The SHAP with More Elegant Charts

I hope “Explain Your Model with the SHAP Values”, “Explain Any Models with the SHAP Values — Use the KernelExplainer” and “The SHAP Values with H2O Models” have helped you greatly in your work. In this article, I will cover more novelty in the SHAP graphs. If you have not read the previous post, I suggest you read it first and come back to this article.

A professional realtor once inspired me with his way of house presentation. He first showed me the outlook of the house, the quiet neighborhood, and the green lawn, and explained the accessibility of the stores. Then he led me to the house to see each room. In the master bedroom, he encouraged me to open the drawers and closets to be amazed by the recessed lights. I started to imagine how I could host a group of guests around the fireplace, the pool table, and kids roasting marshmallows at the backyard firepit.

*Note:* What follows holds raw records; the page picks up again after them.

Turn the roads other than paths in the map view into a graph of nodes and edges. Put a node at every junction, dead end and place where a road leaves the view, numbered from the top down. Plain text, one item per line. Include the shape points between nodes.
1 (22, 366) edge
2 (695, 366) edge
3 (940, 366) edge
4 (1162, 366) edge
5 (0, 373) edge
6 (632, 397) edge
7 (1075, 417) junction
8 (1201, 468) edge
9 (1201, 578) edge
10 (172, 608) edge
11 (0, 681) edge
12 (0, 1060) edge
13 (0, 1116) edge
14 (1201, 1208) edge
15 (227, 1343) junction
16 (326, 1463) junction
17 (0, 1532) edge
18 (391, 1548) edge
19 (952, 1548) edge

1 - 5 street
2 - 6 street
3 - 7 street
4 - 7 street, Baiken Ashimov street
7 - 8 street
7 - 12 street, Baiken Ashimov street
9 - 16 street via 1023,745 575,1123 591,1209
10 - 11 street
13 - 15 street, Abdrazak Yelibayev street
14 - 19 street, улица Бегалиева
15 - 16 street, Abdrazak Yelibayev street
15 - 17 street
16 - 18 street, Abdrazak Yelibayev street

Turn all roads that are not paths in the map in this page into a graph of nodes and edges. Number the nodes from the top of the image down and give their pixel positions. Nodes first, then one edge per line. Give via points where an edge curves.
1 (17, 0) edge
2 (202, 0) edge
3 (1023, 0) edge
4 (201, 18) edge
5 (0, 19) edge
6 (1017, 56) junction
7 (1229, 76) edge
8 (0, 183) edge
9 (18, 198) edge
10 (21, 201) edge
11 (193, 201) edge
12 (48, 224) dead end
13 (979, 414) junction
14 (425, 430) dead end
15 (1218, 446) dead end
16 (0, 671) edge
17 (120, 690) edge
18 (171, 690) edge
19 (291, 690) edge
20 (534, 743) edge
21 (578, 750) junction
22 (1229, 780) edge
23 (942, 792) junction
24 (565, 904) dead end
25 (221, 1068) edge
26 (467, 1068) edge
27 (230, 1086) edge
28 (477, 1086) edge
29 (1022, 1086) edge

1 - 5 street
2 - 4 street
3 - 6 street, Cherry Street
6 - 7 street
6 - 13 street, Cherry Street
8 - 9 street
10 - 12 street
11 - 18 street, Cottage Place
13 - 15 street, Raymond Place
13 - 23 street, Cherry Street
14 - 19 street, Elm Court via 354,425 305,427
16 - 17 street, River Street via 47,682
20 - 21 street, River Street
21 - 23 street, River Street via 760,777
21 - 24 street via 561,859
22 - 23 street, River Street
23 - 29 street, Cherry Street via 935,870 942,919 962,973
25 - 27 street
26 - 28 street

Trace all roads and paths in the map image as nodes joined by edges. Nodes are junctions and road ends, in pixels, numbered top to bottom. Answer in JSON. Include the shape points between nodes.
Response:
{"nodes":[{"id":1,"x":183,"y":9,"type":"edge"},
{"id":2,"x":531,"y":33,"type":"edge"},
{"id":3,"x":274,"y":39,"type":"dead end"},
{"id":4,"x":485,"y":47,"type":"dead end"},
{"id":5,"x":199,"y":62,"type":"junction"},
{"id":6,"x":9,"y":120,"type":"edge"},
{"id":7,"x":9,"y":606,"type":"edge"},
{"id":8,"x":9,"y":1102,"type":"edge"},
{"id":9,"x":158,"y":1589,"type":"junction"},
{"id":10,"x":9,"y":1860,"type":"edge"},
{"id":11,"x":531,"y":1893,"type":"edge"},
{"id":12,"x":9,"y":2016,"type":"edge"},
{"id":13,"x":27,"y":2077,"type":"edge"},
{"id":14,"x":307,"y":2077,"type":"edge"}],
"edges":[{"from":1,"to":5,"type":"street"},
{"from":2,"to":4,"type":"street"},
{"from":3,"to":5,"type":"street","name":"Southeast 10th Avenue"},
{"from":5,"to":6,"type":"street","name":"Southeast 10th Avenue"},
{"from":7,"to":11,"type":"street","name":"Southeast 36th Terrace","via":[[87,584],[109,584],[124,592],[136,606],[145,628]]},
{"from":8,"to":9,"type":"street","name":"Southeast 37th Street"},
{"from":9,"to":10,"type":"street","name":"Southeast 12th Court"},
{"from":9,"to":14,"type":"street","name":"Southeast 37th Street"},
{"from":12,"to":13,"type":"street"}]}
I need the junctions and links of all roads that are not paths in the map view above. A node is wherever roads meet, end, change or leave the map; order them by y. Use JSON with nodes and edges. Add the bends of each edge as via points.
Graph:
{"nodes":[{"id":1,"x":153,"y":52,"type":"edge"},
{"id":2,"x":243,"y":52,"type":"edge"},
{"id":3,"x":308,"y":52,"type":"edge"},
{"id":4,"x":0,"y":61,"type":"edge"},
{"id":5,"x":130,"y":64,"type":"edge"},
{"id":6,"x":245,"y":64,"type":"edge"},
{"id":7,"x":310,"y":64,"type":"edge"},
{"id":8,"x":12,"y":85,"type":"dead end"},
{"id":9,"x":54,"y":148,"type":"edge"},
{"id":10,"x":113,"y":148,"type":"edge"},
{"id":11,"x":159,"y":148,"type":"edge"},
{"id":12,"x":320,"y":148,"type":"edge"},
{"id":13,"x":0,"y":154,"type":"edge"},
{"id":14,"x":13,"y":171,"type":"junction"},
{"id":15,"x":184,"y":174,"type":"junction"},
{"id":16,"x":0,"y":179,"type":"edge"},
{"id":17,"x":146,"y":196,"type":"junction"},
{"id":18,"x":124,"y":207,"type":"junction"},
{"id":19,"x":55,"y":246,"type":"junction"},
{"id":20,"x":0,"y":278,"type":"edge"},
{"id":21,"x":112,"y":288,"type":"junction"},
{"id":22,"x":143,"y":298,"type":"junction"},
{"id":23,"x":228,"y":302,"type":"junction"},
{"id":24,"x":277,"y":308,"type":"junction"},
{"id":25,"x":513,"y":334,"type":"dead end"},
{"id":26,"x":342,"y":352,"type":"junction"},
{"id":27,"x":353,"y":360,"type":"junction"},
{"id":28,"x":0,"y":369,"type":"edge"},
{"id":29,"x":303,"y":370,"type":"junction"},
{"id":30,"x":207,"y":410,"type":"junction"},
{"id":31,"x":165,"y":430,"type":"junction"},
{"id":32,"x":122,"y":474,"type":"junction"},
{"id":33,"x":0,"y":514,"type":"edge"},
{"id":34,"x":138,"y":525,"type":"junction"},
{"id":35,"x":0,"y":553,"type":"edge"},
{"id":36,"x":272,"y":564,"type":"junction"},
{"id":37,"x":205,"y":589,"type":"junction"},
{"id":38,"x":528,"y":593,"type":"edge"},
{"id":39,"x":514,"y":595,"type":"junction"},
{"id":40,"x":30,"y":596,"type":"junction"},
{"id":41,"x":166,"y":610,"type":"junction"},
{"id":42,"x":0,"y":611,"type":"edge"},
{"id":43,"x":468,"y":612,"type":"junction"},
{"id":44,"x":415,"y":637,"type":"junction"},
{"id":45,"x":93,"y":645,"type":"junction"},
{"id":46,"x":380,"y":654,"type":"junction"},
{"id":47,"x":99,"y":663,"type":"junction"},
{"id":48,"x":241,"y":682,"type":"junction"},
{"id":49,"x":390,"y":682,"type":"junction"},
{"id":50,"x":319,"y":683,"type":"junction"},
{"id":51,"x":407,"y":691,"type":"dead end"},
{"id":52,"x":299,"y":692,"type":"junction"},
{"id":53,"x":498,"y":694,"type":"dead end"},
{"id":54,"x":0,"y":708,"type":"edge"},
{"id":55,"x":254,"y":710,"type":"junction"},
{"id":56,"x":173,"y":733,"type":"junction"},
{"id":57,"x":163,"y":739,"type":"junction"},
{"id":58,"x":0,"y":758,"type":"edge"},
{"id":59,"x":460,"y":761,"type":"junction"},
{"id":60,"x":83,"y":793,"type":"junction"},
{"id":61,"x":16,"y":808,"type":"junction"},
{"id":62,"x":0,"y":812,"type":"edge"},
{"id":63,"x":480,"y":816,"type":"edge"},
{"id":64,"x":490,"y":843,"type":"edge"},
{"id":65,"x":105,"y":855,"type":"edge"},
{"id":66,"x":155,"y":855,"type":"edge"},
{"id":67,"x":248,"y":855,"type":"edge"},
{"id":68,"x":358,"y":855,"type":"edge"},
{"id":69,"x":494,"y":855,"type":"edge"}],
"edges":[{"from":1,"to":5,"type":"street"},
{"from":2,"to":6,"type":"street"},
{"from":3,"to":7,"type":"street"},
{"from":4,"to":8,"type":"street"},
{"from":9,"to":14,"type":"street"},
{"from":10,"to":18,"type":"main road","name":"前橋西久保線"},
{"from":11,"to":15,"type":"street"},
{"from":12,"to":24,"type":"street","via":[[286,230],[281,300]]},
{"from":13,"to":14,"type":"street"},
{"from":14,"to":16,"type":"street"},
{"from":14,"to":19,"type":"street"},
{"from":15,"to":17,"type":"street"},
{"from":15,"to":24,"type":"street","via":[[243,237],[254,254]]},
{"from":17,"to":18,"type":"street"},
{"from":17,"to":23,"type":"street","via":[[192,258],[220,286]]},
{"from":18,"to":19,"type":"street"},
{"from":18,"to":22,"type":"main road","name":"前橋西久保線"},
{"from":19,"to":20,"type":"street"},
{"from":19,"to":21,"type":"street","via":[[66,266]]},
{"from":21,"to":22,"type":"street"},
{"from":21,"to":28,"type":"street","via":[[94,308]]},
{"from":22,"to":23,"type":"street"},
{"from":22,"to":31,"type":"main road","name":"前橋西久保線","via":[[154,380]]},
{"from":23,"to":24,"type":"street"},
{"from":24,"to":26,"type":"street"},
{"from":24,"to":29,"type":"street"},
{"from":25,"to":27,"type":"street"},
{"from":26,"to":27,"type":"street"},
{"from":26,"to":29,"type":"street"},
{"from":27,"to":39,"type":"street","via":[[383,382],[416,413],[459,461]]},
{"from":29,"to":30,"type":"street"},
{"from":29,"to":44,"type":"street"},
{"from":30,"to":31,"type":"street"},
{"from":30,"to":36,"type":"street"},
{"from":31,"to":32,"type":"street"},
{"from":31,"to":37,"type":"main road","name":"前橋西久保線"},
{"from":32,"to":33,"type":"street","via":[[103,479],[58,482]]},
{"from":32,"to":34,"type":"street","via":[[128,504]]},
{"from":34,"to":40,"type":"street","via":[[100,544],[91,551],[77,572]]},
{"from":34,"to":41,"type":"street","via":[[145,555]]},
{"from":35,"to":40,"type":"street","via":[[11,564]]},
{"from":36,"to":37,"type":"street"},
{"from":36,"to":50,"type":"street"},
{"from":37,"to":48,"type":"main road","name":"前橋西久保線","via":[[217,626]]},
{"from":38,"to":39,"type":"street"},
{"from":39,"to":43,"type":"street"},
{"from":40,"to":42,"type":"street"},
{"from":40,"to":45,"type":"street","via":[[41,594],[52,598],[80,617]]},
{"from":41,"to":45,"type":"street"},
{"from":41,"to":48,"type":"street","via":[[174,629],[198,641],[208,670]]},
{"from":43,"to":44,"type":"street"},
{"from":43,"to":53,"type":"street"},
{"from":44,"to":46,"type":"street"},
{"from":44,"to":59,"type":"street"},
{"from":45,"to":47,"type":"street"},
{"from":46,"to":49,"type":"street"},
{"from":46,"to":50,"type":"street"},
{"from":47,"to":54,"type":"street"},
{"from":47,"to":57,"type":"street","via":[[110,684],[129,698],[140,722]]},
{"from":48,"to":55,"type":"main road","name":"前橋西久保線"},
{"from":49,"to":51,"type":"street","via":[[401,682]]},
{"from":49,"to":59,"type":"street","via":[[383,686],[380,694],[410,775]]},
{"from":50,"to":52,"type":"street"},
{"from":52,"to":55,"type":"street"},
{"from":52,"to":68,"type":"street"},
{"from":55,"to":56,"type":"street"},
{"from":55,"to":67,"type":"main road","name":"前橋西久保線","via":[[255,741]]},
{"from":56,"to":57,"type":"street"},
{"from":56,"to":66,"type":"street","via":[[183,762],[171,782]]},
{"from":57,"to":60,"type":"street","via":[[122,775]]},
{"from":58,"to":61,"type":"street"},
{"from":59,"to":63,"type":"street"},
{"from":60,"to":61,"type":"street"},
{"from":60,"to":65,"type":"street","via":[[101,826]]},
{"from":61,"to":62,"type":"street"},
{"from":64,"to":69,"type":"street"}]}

We similarly present our machine learning models. We explain to the users that the entire model makes sense. The relationships of the predictors with the target variable are consistent with the business domain knowledge. This is called global interpretability. Next, we explain that the individual predictions by the model also make sense. We can explain why each case gets the prediction according to the values of predictors. This is called local interpretability. The SHAP values can show both.

Craftsmanship makes things perfect. You may have spent hours polishing slides or graphs to deliver a stylized presentation. To let your audience better understand your predictions and then adopt your model, such craftsmanship is certainly worth it. In this chapter, we will expand our knowledge for more charts. They are arranged from simple to complex. On global interpretability, we will learn (a) the bar plot, (b) the cohort plot, and (c) the heatmap plot. On local interpretability, we will learn (d) the waterfall plot, (e) the bar plot, (f) the force plot, and (g) the decision plot. Further, I will show you how to use the matplotlib module to customize a SHAP plot. Finally, if you are building a multi-class model in which the target variable has multiple levels, you can use the SHAP values to explain a multi-class model. The Jupyter notebook is available via this Github link.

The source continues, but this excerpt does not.